Jesus would have invited the man sitting outside on the damp sidewalk to join him at a table for breakfast. “Coffee? Ok, but can I get you a smoothie, or some hot soup as well?” And if the man resisted coming inside, then Jesus would have taken his meal outside and sat down next to him on the ground. Jesus would have stared into the man’s eyes and, after learning his name, would have listened to his story. Jesus would have asked what his greatest need was, and then taken care of it, immediately and then some. Jesus would not have “shown kindness” in order to “show him that Christians care,” but just because of His love for that man. His love that is deep and relentless and not at all concerned with whether the man believes, accepts it, or is grateful for His love.

For weeks I have thought of this encounter; we don’t see the homeless very often in our suburban oasis (honestly, I am more likely to run into one of the OC Housewives). He has haunted my thoughts and stirred my prayers.
I wish I could tell you that I usually get it right— but I don’t. For every time thatI feel like I do, there are equally as many times thatI get it wrong.
But I do know that this squeezing of my heart, this knowledge about what it means to love others and treat them as Jesus would, is not something that I can turn off or ignore. I can only pray that when the next opportunity arrises I am ready and willing to respond the way I know I should. Regardless of what I think I know about the person in front of me, or how I think they will respond to my words or actions, or what they may or may not do with my offerings.
Friends, the tears are pouring as I consider all that I could have offered that man. And I am coming undone at the thought of living my entire life by offering the bare minimum.

I want to be completely engaged, fully poured out and then finally empty.

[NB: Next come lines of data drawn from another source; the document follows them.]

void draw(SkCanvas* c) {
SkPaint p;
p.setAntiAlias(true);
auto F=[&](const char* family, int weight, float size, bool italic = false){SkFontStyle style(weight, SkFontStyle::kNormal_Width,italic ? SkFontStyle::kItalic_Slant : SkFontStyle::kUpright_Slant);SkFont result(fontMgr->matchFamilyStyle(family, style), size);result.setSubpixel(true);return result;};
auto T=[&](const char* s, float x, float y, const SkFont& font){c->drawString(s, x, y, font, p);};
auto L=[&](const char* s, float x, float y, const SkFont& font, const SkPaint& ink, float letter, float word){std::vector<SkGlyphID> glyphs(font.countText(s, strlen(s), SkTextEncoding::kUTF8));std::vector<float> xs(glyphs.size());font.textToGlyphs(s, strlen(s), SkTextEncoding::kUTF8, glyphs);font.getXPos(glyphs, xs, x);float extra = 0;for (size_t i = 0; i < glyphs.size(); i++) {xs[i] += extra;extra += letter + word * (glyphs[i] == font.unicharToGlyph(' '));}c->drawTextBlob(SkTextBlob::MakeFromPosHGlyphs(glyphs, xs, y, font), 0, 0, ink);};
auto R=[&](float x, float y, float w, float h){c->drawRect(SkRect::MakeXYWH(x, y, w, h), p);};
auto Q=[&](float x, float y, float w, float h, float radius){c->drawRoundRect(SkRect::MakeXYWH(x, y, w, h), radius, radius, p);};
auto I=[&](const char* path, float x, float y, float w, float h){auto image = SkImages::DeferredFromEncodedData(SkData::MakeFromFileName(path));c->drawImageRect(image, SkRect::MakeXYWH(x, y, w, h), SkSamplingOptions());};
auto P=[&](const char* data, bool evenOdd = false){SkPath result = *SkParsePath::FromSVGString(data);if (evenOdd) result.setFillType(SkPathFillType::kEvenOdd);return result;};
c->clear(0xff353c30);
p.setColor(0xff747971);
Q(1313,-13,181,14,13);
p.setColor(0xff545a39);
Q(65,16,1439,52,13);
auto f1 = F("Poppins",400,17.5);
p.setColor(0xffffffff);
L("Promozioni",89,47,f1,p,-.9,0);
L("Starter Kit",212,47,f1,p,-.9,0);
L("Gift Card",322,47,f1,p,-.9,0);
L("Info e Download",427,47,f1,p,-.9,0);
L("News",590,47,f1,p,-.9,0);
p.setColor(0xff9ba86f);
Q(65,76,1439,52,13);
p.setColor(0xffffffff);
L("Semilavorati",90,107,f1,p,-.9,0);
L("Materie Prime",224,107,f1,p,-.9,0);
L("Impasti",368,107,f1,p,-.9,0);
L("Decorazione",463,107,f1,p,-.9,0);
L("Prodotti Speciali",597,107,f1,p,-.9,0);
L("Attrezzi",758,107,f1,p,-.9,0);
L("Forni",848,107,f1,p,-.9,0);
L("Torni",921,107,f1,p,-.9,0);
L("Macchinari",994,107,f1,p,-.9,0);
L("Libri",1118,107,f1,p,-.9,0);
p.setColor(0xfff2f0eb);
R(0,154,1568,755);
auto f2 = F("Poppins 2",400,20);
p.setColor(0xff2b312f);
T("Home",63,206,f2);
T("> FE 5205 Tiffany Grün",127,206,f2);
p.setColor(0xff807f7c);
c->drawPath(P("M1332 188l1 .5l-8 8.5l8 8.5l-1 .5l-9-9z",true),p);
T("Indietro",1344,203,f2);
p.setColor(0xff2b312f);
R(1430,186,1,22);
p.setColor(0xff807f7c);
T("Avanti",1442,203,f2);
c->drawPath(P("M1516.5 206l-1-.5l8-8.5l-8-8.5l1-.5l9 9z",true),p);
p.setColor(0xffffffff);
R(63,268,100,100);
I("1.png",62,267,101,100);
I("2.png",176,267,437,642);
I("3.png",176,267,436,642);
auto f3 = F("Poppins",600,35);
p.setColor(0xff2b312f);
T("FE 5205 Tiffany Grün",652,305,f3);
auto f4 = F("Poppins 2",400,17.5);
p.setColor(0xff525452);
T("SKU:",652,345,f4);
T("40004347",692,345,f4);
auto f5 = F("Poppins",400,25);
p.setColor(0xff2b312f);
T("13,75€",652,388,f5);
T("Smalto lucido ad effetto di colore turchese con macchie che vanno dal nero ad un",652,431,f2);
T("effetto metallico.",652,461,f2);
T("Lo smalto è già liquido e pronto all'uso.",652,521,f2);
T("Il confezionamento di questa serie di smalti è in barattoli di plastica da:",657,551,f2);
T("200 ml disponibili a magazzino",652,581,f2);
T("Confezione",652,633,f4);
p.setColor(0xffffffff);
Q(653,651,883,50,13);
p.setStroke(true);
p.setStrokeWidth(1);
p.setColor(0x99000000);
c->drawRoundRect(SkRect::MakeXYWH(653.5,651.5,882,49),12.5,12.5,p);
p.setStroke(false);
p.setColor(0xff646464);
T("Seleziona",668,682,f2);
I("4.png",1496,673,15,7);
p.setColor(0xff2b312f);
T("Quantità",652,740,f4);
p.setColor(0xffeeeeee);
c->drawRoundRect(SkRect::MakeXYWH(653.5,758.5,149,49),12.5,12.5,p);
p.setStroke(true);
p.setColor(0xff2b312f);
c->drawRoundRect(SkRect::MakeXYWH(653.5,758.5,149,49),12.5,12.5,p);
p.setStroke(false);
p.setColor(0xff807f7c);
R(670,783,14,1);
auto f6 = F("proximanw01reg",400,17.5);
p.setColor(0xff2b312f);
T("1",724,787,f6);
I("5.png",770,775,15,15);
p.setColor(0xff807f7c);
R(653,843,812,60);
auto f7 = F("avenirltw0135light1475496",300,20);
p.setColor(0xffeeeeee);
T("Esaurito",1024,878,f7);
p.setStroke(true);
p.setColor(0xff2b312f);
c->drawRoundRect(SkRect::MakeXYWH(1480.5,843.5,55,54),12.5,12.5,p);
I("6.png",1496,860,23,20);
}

I want my kids to know what “sacrificial giving and living” looks like, not because I have told them a story, but because they see it in the everyday life we live. I want them to know what the life and love of Jesus is, not because we read it in a story book, but because they feel a tangible presence in our lives. I want that knowledge to stir us up and cut us so deeply that we have no choice but to live our lives different, desperate, decided. I don’t want our faith to be minimized into a list of check boxes, calculated efforts and guilt.
I want a life that if fuller friends; that’s why I’m here. I hope it’s why you are too.